**INSTRUCTIONS FOR THE TASK**
Each line of the material that mentions the word "Pierre" is to be copied.

** Opening SOURCE INFORMATION block **

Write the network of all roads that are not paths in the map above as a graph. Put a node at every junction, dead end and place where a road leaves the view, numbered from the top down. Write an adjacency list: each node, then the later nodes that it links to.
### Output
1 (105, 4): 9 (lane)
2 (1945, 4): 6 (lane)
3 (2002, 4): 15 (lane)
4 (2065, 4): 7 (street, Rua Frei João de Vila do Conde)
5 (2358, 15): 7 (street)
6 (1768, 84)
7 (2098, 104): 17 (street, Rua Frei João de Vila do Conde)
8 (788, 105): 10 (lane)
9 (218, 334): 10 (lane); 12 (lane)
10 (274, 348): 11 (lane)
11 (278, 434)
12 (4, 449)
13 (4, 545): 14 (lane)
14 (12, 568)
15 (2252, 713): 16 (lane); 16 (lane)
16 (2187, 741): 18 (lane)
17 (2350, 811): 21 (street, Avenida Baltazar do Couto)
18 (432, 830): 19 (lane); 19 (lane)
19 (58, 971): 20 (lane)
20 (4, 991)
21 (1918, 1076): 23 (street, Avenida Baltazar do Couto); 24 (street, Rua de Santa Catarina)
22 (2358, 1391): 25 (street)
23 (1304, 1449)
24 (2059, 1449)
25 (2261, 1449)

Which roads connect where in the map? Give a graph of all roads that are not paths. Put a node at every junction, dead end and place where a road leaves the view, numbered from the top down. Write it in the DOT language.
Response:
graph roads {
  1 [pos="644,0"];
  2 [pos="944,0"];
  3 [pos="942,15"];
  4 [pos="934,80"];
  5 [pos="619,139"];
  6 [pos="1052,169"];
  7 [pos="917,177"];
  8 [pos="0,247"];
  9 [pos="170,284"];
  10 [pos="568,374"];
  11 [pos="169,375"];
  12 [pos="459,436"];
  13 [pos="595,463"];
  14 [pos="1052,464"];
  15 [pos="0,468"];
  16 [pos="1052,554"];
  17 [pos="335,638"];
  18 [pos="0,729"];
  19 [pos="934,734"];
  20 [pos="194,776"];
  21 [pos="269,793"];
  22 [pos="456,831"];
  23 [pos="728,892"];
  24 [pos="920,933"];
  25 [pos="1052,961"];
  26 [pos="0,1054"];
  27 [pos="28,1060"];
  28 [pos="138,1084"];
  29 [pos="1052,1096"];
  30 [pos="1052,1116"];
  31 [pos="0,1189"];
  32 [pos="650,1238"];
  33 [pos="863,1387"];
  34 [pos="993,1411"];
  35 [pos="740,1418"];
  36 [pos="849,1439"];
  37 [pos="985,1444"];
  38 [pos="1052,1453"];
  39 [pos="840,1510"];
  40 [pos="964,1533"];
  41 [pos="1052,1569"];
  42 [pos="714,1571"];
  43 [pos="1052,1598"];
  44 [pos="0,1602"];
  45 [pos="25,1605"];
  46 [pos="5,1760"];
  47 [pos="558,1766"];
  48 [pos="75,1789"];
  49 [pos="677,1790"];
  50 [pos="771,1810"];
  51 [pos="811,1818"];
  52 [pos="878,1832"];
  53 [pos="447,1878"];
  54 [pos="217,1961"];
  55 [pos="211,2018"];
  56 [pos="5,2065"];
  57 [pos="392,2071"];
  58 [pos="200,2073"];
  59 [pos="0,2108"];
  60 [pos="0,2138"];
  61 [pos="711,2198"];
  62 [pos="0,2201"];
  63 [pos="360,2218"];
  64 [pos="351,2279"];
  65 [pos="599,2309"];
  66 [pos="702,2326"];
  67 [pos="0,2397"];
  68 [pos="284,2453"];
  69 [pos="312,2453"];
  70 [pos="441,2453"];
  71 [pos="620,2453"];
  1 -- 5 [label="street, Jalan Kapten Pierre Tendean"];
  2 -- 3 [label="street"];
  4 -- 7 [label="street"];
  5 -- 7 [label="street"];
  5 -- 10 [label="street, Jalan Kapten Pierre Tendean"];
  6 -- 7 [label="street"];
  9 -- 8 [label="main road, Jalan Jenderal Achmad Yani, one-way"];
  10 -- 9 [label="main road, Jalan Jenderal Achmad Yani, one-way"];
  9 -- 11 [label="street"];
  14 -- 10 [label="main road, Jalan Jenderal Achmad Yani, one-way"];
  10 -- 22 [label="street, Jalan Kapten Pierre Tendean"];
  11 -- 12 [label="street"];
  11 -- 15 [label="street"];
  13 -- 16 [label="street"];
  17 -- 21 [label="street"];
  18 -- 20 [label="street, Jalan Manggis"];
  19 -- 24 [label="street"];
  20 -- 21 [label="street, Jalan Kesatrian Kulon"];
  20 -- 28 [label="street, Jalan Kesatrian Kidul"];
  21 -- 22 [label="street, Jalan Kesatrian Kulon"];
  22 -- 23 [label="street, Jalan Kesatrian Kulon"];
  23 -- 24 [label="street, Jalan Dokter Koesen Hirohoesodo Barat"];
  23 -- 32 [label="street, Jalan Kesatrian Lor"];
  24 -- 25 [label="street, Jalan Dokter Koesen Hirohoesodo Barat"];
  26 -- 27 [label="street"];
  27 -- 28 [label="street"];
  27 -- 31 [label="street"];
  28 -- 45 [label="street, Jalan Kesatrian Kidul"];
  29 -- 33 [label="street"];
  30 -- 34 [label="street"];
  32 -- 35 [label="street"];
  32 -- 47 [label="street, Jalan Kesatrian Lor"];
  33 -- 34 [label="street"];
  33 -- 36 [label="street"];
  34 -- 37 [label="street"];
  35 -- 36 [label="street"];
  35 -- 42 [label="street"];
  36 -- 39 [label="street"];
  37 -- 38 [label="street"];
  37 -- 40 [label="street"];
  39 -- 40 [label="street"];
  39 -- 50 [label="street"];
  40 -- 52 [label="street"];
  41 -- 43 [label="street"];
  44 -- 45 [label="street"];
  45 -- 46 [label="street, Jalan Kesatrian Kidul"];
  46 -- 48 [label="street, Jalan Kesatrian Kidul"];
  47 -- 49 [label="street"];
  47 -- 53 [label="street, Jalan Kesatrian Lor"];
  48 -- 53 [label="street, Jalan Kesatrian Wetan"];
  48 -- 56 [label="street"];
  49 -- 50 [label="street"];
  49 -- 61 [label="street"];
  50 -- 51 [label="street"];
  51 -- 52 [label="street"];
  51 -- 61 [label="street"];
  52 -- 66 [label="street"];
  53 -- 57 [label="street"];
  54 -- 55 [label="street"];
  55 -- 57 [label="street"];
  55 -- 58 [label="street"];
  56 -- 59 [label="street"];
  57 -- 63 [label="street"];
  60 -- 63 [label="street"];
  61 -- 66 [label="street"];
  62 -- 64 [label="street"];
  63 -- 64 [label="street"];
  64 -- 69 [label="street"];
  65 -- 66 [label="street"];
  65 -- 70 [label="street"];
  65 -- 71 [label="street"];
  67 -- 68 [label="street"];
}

** Closing SOURCE INFORMATION block **

**EXERCISE RESULT**
  1 -- 5 [label="street, Jalan Kapten Pierre Tendean"];
  5 -- 10 [label="street, Jalan Kapten Pierre Tendean"];
  10 -- 22 [label="street, Jalan Kapten Pierre Tendean"];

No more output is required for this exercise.